(TASK INSTRUCTIONS): Each entry is to be retyped exactly as it stands.

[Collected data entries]
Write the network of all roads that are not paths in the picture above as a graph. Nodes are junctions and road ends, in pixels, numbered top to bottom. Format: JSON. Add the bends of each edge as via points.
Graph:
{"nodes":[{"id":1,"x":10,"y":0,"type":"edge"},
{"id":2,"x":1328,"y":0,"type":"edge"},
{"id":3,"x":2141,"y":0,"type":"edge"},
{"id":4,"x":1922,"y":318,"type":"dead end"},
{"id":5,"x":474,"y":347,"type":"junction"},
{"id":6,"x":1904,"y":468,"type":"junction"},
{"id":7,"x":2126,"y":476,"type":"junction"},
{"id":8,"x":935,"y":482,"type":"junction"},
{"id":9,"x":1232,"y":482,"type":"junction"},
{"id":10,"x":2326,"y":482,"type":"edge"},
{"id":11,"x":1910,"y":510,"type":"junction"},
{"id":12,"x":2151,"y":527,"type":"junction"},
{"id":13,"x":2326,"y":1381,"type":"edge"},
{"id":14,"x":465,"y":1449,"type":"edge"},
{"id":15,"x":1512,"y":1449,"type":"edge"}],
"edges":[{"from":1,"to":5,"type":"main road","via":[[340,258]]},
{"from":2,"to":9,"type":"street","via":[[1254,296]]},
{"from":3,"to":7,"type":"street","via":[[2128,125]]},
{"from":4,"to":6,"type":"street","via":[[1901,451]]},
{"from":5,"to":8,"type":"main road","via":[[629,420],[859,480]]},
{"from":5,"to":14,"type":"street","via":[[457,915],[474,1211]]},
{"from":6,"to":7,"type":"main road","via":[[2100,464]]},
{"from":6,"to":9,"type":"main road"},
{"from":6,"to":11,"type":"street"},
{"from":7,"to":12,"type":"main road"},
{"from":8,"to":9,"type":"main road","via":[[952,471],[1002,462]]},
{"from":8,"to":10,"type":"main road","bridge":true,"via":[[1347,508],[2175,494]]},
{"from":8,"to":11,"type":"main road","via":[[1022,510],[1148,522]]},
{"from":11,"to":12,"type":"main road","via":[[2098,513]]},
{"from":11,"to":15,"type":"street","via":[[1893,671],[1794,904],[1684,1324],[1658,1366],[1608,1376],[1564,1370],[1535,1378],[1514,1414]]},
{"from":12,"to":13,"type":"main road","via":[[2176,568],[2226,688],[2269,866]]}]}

(WORKED SOLUTION):
Write the network of all roads that are not paths in the picture above as a graph. Nodes are junctions and road ends, in pixels, numbered top to bottom. Format: JSON. Add the bends of each edge as via points.
Graph:
{"nodes":[{"id":1,"x":10,"y":0,"type":"edge"},
{"id":2,"x":1328,"y":0,"type":"edge"},
{"id":3,"x":2141,"y":0,"type":"edge"},
{"id":4,"x":1922,"y":318,"type":"dead end"},
{"id":5,"x":474,"y":347,"type":"junction"},
{"id":6,"x":1904,"y":468,"type":"junction"},
{"id":7,"x":2126,"y":476,"type":"junction"},
{"id":8,"x":935,"y":482,"type":"junction"},
{"id":9,"x":1232,"y":482,"type":"junction"},
{"id":10,"x":2326,"y":482,"type":"edge"},
{"id":11,"x":1910,"y":510,"type":"junction"},
{"id":12,"x":2151,"y":527,"type":"junction"},
{"id":13,"x":2326,"y":1381,"type":"edge"},
{"id":14,"x":465,"y":1449,"type":"edge"},
{"id":15,"x":1512,"y":1449,"type":"edge"}],
"edges":[{"from":1,"to":5,"type":"main road","via":[[340,258]]},
{"from":2,"to":9,"type":"street","via":[[1254,296]]},
{"from":3,"to":7,"type":"street","via":[[2128,125]]},
{"from":4,"to":6,"type":"street","via":[[1901,451]]},
{"from":5,"to":8,"type":"main road","via":[[629,420],[859,480]]},
{"from":5,"to":14,"type":"street","via":[[457,915],[474,1211]]},
{"from":6,"to":7,"type":"main road","via":[[2100,464]]},
{"from":6,"to":9,"type":"main road"},
{"from":6,"to":11,"type":"street"},
{"from":7,"to":12,"type":"main road"},
{"from":8,"to":9,"type":"main road","via":[[952,471],[1002,462]]},
{"from":8,"to":10,"type":"main road","bridge":true,"via":[[1347,508],[2175,494]]},
{"from":8,"to":11,"type":"main road","via":[[1022,510],[1148,522]]},
{"from":11,"to":12,"type":"main road","via":[[2098,513]]},
{"from":11,"to":15,"type":"street","via":[[1893,671],[1794,904],[1684,1324],[1658,1366],[1608,1376],[1564,1370],[1535,1378],[1514,1414]]},
{"from":12,"to":13,"type":"main road","via":[[2176,568],[2226,688],[2269,866]]}]}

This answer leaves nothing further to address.